• EXERCISE DESCRIPTION: Your answer should be every line with the word "index", copied from the data below.

[Collected data]
---*---

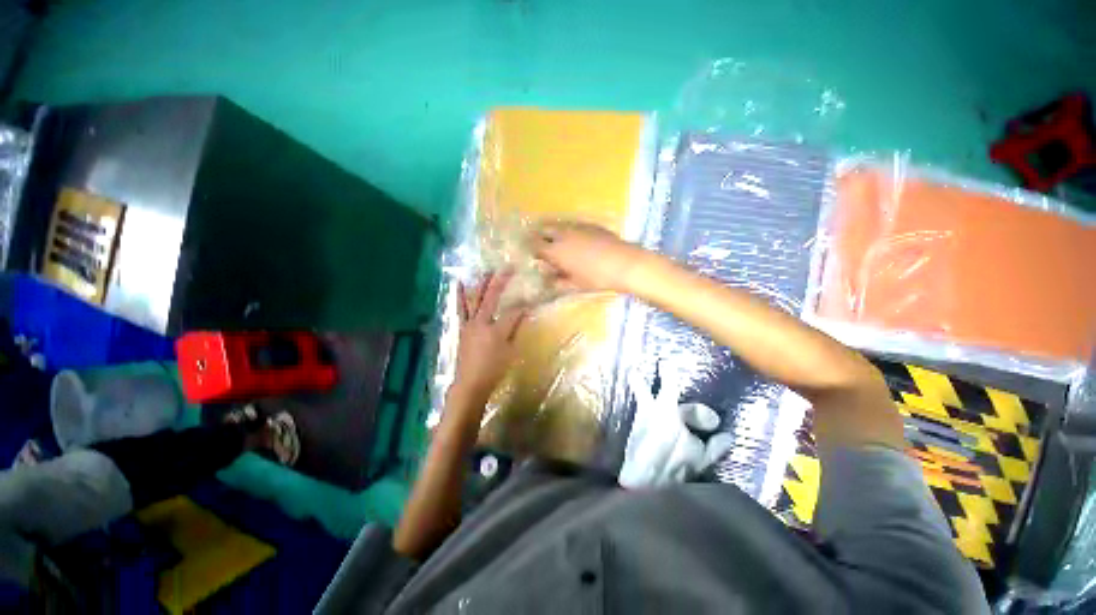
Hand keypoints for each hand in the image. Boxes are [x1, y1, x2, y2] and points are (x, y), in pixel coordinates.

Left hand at [451, 270, 528, 404]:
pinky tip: (460, 284)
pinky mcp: (462, 328)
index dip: (523, 305)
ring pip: (475, 299)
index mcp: (496, 330)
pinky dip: (460, 295)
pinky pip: (461, 308)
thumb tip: (524, 312)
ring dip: (481, 283)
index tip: (532, 299)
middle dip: (500, 281)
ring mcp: (469, 324)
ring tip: (486, 270)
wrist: (470, 383)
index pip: (513, 311)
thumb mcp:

---*---

• RESULT FOR THIS EXERCISE:
index dip: (523, 305)
index mcp: (496, 330)
index tip: (532, 299)
index pip: (513, 311)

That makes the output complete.